With no edits of any kind, print each record that follows.

Data shown —

====================

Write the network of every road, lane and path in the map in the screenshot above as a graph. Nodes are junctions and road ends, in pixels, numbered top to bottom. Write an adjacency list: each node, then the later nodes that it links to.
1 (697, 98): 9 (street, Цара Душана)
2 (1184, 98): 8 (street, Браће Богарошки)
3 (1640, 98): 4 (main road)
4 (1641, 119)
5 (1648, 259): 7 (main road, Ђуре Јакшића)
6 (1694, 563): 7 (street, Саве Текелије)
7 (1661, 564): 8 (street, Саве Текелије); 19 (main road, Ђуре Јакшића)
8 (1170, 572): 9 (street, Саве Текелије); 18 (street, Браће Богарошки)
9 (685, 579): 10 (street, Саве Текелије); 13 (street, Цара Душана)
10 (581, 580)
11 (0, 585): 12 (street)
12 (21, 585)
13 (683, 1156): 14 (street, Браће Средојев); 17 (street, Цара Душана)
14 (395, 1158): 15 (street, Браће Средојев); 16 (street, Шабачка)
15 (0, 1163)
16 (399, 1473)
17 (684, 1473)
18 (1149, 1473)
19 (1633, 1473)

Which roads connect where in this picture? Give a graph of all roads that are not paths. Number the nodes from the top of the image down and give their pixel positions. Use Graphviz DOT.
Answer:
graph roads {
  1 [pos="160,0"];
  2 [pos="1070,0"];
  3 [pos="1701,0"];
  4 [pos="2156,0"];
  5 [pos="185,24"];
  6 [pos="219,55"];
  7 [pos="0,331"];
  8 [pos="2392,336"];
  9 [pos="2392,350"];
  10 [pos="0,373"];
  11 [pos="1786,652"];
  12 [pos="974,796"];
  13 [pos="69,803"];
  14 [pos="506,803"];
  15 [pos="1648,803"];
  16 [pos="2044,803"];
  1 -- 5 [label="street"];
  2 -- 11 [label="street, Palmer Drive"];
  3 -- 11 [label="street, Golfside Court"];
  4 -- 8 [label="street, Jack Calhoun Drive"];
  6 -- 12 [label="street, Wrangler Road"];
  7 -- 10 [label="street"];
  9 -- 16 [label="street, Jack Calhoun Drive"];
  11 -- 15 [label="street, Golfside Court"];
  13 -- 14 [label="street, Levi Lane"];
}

====================

Answer to this problem —
Write the network of every road, lane and path in the map in the screenshot above as a graph. Nodes are junctions and road ends, in pixels, numbered top to bottom. Write an adjacency list: each node, then the later nodes that it links to.
1 (697, 98): 9 (street, Цара Душана)
2 (1184, 98): 8 (street, Браће Богарошки)
3 (1640, 98): 4 (main road)
4 (1641, 119)
5 (1648, 259): 7 (main road, Ђуре Јакшића)
6 (1694, 563): 7 (street, Саве Текелије)
7 (1661, 564): 8 (street, Саве Текелије); 19 (main road, Ђуре Јакшића)
8 (1170, 572): 9 (street, Саве Текелије); 18 (street, Браће Богарошки)
9 (685, 579): 10 (street, Саве Текелије); 13 (street, Цара Душана)
10 (581, 580)
11 (0, 585): 12 (street)
12 (21, 585)
13 (683, 1156): 14 (street, Браће Средојев); 17 (street, Цара Душана)
14 (395, 1158): 15 (street, Браће Средојев); 16 (street, Шабачка)
15 (0, 1163)
16 (399, 1473)
17 (684, 1473)
18 (1149, 1473)
19 (1633, 1473)

Which roads connect where in this picture? Give a graph of all roads that are not paths. Number the nodes from the top of the image down and give their pixel positions. Use Graphviz DOT.
Answer:
graph roads {
  1 [pos="160,0"];
  2 [pos="1070,0"];
  3 [pos="1701,0"];
  4 [pos="2156,0"];
  5 [pos="185,24"];
  6 [pos="219,55"];
  7 [pos="0,331"];
  8 [pos="2392,336"];
  9 [pos="2392,350"];
  10 [pos="0,373"];
  11 [pos="1786,652"];
  12 [pos="974,796"];
  13 [pos="69,803"];
  14 [pos="506,803"];
  15 [pos="1648,803"];
  16 [pos="2044,803"];
  1 -- 5 [label="street"];
  2 -- 11 [label="street, Palmer Drive"];
  3 -- 11 [label="street, Golfside Court"];
  4 -- 8 [label="street, Jack Calhoun Drive"];
  6 -- 12 [label="street, Wrangler Road"];
  7 -- 10 [label="street"];
  9 -- 16 [label="street, Jack Calhoun Drive"];
  11 -- 15 [label="street, Golfside Court"];
  13 -- 14 [label="street, Levi Lane"];
}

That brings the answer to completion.